| GIVEN RECORDS |
++++++++++

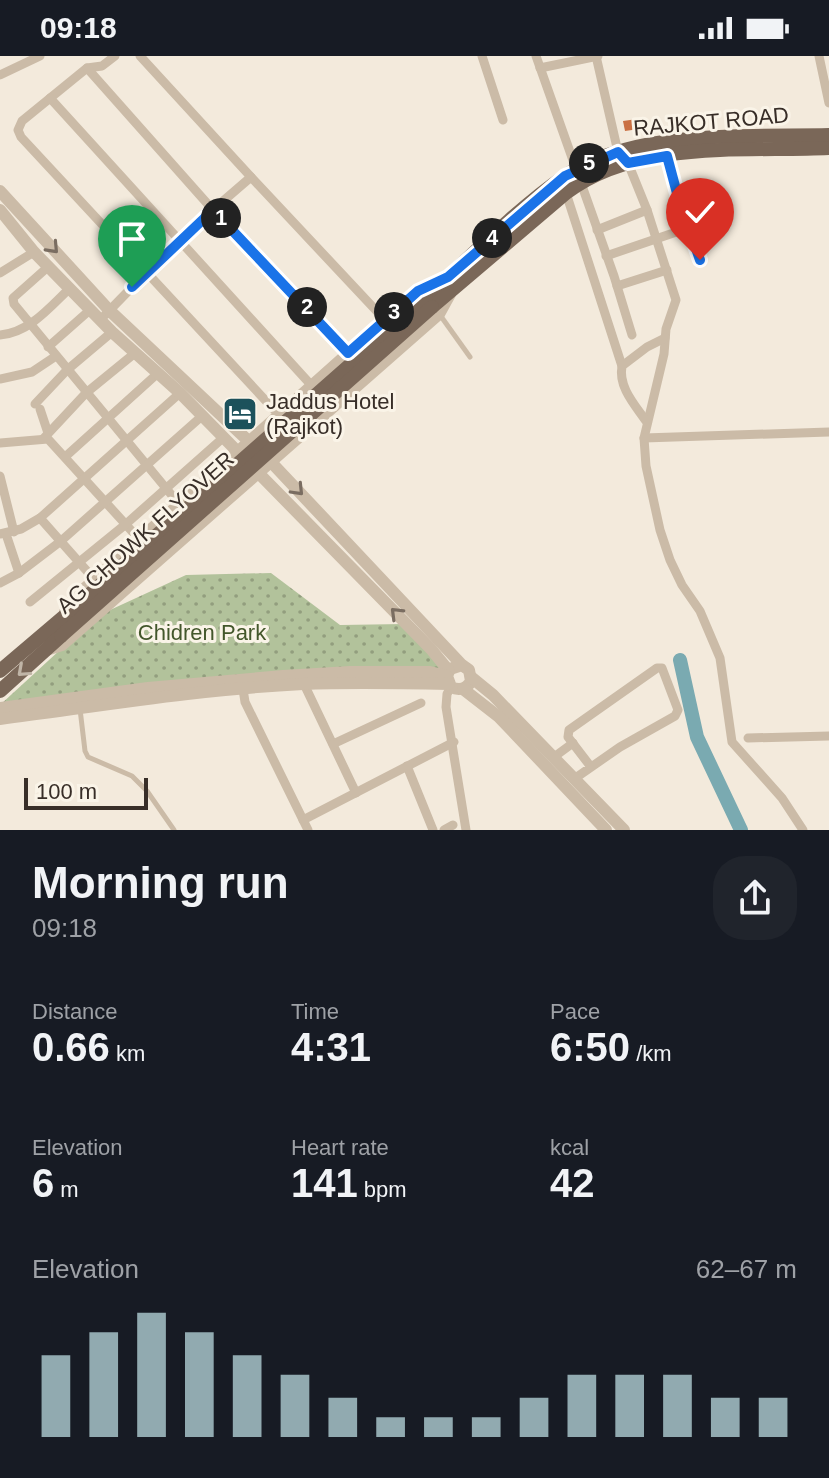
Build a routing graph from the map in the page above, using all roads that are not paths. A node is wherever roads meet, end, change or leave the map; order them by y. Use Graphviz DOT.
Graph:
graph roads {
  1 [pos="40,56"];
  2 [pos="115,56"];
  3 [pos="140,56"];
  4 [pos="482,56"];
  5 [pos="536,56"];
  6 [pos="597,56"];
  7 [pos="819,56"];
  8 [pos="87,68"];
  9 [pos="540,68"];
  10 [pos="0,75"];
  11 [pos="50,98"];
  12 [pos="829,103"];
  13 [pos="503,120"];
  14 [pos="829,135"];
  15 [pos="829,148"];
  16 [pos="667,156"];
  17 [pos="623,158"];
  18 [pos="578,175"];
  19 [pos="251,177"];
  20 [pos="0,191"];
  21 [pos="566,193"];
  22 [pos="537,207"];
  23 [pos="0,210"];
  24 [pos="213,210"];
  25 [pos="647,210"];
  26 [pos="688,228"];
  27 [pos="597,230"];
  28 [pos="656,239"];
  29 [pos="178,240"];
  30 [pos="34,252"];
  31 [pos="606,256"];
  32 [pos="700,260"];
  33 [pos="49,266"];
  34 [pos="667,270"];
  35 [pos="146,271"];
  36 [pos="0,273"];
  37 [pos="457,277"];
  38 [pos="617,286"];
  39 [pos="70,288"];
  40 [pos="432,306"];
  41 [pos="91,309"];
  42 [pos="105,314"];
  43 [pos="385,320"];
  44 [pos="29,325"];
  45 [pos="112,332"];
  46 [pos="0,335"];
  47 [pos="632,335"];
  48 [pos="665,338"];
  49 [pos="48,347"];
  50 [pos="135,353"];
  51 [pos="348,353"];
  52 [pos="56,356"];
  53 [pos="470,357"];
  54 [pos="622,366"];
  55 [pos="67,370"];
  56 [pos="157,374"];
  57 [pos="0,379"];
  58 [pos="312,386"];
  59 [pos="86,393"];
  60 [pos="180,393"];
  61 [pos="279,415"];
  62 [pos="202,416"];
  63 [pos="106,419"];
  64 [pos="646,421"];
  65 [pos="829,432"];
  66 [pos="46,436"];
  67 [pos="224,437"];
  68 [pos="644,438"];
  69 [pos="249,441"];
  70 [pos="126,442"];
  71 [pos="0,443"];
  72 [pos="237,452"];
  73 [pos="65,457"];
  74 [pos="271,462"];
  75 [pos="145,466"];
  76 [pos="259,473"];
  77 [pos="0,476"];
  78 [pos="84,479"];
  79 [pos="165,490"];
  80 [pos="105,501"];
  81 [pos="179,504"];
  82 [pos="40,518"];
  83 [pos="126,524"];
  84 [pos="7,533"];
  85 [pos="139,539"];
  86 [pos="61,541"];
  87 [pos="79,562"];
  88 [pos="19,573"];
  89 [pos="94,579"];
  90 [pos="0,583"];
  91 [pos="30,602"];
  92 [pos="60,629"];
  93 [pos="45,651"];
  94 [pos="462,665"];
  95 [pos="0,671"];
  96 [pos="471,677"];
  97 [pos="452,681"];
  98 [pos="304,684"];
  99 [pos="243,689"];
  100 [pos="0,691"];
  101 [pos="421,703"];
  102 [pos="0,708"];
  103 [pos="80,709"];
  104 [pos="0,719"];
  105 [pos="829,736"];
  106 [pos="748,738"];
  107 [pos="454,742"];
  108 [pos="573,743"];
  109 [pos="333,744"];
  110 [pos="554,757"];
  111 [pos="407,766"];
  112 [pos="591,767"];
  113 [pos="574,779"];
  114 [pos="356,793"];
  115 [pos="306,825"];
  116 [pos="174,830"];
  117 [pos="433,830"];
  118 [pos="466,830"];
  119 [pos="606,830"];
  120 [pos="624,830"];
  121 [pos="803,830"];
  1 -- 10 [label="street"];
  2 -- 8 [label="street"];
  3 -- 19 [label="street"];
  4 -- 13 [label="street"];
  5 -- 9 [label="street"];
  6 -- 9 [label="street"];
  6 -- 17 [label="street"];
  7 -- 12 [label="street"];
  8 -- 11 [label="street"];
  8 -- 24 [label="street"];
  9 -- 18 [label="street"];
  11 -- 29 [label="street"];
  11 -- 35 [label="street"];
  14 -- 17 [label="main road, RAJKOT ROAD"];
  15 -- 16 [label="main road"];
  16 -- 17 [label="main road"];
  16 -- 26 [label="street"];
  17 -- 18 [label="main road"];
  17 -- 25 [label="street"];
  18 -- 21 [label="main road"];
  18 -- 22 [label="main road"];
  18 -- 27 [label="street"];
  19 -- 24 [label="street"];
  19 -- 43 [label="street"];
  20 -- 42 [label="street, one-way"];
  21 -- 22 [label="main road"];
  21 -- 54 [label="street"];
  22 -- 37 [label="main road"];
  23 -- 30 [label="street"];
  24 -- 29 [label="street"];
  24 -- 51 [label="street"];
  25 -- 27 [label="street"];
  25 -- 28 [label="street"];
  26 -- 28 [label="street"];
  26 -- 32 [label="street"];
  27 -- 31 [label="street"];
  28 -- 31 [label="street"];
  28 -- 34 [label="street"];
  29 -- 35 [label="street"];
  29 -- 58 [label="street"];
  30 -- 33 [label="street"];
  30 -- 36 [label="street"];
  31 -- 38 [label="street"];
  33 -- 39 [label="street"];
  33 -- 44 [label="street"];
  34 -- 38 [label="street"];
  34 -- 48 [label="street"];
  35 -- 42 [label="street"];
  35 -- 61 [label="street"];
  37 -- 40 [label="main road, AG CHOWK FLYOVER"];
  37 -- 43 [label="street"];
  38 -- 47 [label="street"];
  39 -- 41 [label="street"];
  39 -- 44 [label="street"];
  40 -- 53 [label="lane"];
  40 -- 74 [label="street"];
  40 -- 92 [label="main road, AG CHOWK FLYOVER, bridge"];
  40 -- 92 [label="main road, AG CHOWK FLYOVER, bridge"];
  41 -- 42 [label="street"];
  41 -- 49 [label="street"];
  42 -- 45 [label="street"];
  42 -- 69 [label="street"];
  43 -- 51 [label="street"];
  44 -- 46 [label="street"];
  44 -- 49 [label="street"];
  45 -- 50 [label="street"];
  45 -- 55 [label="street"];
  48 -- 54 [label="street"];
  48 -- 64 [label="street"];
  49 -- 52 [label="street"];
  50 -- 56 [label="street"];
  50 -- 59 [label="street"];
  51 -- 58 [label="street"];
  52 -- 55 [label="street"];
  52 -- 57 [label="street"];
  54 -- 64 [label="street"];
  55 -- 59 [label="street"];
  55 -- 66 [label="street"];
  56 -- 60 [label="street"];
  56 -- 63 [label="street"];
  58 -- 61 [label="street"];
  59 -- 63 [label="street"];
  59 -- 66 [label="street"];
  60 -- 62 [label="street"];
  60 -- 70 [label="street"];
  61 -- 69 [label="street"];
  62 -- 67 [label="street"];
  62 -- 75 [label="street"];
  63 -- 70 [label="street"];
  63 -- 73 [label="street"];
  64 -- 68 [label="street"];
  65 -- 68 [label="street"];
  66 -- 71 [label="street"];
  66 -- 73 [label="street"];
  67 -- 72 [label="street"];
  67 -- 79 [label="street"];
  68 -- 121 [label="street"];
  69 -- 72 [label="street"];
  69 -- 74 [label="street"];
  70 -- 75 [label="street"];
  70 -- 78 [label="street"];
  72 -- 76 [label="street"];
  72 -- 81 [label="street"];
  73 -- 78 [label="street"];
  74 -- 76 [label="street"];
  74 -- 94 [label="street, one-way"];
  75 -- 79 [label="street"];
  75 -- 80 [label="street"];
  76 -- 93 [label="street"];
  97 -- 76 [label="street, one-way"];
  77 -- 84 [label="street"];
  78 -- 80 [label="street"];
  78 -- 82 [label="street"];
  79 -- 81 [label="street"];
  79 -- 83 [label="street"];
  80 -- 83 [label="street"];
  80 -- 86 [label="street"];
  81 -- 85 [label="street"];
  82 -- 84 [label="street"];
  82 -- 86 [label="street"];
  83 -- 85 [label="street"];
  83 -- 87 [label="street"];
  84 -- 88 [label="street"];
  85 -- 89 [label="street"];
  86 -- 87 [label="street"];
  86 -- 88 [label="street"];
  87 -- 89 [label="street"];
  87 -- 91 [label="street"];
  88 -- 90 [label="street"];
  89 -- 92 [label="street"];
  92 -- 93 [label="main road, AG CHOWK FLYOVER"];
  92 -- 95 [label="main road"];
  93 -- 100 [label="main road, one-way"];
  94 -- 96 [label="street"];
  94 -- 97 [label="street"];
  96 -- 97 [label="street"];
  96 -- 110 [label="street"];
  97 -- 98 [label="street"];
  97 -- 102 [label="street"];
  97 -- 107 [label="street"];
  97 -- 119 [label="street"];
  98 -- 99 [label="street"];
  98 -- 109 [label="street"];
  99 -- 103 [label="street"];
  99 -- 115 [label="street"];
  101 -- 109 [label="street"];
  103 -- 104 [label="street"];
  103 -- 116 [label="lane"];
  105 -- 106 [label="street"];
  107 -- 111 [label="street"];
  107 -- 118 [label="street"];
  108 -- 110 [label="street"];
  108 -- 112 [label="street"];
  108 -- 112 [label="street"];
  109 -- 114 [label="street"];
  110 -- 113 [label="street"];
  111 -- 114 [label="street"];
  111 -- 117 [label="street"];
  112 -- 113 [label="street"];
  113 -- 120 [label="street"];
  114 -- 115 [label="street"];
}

++++++++++

| WORK TO BE COMPLETED |
Lines of the listing above that include the string "FLYOVER" should each be copied.

| WRITTEN SOLUTION |
  37 -- 40 [label="main road, AG CHOWK FLYOVER"];
  40 -- 92 [label="main road, AG CHOWK FLYOVER, bridge"];
  40 -- 92 [label="main road, AG CHOWK FLYOVER, bridge"];
  92 -- 93 [label="main road, AG CHOWK FLYOVER"];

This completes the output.